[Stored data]
★ ★ ★ ★ ★

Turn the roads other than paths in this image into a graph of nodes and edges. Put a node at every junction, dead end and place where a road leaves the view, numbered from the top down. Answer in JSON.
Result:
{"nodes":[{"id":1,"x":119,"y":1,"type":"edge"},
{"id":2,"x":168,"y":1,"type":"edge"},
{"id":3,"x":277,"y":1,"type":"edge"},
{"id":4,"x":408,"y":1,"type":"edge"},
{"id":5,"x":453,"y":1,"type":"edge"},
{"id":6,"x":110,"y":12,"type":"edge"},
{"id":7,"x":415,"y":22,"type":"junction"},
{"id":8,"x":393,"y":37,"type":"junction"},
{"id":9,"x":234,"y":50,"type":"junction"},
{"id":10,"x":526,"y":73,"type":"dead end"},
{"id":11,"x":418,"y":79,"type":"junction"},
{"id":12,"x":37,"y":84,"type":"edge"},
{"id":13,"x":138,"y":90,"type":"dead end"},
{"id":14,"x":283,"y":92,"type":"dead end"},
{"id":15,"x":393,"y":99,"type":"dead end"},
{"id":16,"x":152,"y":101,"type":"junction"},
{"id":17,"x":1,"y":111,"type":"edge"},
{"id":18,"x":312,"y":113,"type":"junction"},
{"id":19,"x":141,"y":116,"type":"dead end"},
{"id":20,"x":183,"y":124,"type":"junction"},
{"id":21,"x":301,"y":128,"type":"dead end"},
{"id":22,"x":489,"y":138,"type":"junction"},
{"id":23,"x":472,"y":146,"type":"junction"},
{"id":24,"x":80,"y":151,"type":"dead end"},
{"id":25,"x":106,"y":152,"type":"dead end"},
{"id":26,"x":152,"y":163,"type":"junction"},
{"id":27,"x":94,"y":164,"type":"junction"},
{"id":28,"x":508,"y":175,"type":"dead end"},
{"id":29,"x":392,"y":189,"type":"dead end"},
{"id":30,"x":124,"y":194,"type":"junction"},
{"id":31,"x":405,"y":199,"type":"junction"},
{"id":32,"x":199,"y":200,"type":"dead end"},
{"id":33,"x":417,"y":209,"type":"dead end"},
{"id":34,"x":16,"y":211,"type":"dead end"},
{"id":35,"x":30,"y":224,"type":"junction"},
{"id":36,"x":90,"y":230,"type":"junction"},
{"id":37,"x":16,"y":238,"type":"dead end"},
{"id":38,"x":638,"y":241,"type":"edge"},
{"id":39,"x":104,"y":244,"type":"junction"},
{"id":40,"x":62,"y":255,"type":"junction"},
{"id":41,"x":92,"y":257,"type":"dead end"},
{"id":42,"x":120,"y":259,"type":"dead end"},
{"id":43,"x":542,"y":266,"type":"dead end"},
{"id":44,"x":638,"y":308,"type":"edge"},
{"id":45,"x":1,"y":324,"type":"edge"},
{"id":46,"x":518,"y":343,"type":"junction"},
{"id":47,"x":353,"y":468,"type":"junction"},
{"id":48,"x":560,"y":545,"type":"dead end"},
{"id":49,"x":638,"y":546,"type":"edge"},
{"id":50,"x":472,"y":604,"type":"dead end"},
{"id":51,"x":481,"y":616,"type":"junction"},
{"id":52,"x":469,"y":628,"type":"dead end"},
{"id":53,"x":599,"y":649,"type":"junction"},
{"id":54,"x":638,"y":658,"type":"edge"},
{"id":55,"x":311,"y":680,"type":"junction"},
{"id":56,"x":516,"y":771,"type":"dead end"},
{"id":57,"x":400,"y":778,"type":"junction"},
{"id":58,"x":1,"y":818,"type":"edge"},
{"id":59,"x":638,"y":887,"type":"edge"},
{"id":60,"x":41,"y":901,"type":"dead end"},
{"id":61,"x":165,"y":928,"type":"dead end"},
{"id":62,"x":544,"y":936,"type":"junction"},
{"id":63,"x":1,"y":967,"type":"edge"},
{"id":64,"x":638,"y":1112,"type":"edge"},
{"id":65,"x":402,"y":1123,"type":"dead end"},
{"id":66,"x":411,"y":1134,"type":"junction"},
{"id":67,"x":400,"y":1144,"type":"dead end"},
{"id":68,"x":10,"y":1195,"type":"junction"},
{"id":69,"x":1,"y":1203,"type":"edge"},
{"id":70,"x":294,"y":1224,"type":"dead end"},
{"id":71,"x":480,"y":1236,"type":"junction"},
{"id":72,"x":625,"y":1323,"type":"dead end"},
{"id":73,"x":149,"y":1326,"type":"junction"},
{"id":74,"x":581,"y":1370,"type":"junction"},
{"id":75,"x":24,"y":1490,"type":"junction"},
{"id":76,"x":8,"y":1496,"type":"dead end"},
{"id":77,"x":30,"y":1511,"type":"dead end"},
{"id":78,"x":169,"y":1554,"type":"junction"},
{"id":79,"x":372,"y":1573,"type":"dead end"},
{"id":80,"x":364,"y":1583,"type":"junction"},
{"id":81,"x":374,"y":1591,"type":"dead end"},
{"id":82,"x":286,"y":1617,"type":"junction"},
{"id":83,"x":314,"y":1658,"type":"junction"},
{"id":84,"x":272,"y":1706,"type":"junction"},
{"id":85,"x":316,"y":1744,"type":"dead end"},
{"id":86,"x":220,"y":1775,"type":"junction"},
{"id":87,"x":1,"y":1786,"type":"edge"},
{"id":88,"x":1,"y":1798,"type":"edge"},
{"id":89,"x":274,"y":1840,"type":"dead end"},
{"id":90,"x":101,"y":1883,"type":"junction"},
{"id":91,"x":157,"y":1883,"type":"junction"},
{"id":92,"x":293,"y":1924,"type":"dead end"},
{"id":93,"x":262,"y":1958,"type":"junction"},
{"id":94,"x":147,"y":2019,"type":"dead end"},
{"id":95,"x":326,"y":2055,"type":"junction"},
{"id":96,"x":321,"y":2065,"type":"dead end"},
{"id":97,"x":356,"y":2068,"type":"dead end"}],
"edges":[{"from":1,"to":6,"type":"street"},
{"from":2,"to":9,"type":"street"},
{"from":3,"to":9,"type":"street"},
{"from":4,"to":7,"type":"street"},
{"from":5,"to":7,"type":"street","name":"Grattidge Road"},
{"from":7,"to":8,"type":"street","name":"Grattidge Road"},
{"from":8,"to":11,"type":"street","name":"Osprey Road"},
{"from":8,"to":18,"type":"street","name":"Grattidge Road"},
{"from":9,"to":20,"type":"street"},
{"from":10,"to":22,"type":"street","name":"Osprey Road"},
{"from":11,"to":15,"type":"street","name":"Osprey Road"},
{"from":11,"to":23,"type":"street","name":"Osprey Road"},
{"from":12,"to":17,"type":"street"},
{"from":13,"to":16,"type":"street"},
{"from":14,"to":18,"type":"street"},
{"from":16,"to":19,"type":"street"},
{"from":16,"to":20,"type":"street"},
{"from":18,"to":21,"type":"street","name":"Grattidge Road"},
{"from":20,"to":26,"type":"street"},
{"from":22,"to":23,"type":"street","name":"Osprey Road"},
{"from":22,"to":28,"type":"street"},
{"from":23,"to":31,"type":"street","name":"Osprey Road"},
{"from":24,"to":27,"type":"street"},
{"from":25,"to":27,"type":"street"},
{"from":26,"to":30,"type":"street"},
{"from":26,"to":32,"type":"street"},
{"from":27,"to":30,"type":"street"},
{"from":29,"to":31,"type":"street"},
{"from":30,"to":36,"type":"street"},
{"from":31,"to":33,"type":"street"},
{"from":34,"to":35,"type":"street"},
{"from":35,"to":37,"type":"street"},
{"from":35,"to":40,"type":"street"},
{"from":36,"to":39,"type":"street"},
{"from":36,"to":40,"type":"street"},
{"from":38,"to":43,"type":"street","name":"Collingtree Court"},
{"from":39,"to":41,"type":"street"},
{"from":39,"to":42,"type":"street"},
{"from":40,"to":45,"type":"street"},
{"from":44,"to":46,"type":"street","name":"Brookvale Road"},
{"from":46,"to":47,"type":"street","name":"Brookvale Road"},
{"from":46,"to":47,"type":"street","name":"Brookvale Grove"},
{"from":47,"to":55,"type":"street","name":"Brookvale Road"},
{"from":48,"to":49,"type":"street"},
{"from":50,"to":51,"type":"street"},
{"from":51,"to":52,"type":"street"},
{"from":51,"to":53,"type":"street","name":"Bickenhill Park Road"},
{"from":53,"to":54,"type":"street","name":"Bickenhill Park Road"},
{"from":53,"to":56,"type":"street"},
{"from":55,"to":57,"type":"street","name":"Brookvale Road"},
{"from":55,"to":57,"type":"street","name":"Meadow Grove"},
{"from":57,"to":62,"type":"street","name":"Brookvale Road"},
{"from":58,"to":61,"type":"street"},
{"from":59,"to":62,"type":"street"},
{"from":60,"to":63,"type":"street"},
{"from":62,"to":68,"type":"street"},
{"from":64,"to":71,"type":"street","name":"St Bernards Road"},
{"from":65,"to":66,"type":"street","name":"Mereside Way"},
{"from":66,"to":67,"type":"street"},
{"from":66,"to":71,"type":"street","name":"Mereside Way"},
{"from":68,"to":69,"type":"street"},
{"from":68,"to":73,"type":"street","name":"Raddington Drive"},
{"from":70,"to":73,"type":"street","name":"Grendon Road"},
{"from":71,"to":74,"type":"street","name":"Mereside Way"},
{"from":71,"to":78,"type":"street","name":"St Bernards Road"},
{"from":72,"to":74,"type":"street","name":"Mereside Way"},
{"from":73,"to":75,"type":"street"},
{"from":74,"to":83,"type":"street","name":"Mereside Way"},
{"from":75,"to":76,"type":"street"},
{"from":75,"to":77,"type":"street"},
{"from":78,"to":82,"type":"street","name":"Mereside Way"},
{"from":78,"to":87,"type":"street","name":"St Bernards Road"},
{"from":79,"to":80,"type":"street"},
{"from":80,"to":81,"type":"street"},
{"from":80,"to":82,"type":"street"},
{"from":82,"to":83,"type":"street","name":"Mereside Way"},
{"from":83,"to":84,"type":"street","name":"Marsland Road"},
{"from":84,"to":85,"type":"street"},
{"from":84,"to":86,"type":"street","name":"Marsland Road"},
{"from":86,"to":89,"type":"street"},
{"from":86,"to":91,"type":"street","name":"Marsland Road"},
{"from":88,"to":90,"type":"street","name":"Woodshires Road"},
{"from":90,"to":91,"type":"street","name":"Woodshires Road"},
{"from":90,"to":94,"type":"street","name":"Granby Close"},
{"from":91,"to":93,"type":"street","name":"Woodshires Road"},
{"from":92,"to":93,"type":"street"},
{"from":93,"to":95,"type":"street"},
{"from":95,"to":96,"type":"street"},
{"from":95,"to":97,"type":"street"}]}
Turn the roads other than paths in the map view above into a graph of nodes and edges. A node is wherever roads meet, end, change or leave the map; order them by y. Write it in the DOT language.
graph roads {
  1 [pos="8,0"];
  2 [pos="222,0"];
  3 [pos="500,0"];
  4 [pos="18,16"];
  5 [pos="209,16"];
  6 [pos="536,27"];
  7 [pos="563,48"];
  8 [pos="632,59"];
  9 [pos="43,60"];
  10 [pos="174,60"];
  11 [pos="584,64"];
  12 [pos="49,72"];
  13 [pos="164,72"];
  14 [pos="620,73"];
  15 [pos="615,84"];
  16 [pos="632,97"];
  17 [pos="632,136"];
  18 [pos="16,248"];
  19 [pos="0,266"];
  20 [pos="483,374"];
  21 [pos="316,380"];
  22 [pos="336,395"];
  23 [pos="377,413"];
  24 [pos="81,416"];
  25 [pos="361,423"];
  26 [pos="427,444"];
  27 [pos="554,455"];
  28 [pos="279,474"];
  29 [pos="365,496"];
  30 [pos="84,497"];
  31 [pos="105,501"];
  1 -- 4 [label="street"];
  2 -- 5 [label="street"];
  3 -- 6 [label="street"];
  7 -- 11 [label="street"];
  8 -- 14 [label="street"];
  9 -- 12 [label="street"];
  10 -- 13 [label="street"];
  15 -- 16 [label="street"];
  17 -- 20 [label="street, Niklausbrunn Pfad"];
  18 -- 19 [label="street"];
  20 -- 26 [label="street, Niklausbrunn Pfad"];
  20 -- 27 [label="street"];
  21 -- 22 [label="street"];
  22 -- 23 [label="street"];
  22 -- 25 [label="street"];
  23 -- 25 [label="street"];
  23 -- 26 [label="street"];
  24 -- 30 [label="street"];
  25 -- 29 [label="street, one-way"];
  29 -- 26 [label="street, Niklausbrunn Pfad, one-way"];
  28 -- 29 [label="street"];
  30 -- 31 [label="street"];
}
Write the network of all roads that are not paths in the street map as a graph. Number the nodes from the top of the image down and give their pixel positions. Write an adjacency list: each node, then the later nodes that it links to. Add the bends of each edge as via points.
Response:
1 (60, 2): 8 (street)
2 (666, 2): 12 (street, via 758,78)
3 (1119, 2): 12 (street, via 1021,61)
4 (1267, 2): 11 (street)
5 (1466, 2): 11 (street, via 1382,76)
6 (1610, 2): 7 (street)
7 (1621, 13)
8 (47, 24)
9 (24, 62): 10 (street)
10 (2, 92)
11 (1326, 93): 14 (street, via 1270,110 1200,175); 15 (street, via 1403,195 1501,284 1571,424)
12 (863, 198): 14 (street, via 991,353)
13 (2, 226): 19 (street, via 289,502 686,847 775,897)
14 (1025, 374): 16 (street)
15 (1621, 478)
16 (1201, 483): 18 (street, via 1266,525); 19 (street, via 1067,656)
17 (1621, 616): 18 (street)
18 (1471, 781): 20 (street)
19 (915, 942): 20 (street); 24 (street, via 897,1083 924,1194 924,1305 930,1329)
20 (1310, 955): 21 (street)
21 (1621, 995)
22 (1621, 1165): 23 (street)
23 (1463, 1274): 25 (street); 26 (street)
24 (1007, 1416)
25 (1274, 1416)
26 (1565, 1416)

★ ★ ★ ★ ★

The task:
Above are the entries; copy every line among them that contains the word "Grattidge".

Solved exercise:
{"from":5,"to":7,"type":"street","name":"Grattidge Road"},
{"from":7,"to":8,"type":"street","name":"Grattidge Road"},
{"from":8,"to":18,"type":"street","name":"Grattidge Road"},
{"from":18,"to":21,"type":"street","name":"Grattidge Road"},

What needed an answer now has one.